腹腔鏡が設置されると、外科医はさらに腹部に0.5インチ未満の切り込みを4、5箇所入れます。外科医はそれらの切り口から作業を行います。
ステップ2:S状結腸と直腸の分割
結腸は、小腸から直腸まで伸びる大きな臓器(長さ約3m)です。医師は、結腸を大きく4つに分けています。
上行結腸(右)
下降(左)
(左
直腸に付着するS状結腸
外科医は、直腸とS状結腸から始まり、上行結腸(右)へと、慎重に結腸を分割して解放します。また、手術中は大腸に血液を供給する主な血管を切断して閉じます。
手術中、外科医はパドルのような器具を使って腸の輪を持ち上げ、邪魔にならないように固定します。大腸全体が解放されると、外科医は回腸から右の結腸を解放します。そして、回腸のうち直腸と結合する部分を特定します。
最後に、スネア状の器具を結腸に通し、組織への付着物がすべて切断されていることを確認します。この器具は、ワイヤーループを保持するように設計されており、外科医は、残っている組織の成長を締め付け、それらを除去します。これが終わると、外科医は切り口を大きくして、結腸を腹腔から引き抜きます。
ステップ3:手術の終了
手術が完了したら、次の2つのうちどちらかを行います。
下腹部の皮膚にストーマと呼ばれる穴を開け、小腸(イレオストミー)または大腸(コロストミー)のいずれかに装着します。これにより、排泄物がストーマから袋に入り、体外に排出されるようになります。これは一時的なものと永久的なものがあります。
直腸と回腸を縫合またはホッチキスでつなぎます。場合によっては、小腸から回腸嚢肛門吻合術(IPAA)と呼ばれる貯留部を作ることもあります。いずれの場合も、比較的普通にウンチができるようになるはずです。

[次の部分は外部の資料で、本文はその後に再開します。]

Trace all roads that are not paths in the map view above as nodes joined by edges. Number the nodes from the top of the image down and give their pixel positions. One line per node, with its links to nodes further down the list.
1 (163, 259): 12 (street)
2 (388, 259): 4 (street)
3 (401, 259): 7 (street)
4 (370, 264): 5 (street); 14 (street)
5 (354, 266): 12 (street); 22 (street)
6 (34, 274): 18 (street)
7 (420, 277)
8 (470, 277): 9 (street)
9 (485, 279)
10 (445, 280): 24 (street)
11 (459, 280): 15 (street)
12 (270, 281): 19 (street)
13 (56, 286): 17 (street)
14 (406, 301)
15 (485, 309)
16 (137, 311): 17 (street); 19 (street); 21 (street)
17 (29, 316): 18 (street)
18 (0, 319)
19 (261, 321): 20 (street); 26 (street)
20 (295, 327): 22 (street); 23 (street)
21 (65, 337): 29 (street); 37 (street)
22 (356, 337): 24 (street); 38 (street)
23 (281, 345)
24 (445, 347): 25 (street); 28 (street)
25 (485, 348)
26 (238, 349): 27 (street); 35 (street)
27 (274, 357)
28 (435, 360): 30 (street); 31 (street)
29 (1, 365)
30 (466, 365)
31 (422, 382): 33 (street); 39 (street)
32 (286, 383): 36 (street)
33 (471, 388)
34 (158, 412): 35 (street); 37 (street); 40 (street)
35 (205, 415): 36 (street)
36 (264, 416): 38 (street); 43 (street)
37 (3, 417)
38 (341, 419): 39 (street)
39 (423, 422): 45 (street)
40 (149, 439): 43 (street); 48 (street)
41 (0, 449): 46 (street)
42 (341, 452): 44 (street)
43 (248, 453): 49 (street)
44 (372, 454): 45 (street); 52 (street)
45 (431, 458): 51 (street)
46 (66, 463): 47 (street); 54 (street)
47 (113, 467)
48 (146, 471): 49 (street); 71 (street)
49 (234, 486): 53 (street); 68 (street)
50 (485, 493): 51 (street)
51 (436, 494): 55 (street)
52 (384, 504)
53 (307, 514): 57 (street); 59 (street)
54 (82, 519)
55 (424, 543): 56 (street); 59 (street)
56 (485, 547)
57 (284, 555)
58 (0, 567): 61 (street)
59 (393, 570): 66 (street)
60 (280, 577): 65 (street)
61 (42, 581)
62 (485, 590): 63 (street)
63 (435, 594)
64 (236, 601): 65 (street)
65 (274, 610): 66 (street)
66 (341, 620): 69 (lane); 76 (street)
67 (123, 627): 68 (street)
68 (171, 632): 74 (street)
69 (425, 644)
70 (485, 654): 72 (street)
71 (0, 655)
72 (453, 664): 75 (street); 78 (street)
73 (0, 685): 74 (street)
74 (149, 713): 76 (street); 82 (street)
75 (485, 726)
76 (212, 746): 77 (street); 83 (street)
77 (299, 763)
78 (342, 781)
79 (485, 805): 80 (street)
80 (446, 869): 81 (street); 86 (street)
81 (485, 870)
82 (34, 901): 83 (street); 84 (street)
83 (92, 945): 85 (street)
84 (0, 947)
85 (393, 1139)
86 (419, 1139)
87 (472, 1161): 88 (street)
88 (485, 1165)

その後、外科医は腹腔内を洗浄し、接続部に漏れがないかを確認します。最後に、腹部の切り口をすべて縫合するか、テープで固定します。
リカバリー
手術後、自宅に戻ったら活動量を増やすように医師から勧められます。ウォーキングは素晴らしい運動です。筋肉を強化し、血栓を防ぐために血液を循環させ、肺をきれいに保つために、全般的な回復を助けることになります。
もしあなたが健康で、手術前に定期的に運動をしていたのであれば、気分が良くなって医師が認めた時に運動を再開することができます。ただし、術後6週間は激しい運動や重いものを持ったり、腹筋などの腹部の運動は避けてください。
家に帰ったら、医師はおそらく軟らかい食事、つまり生の果物や野菜以外ならほとんど何でも食べてよいという食事を薦めるでしょう。この食事療法は、術後の検診まで続けてください。もし、この食事療法で便秘になるようであれば、担当医に電話で相談してください。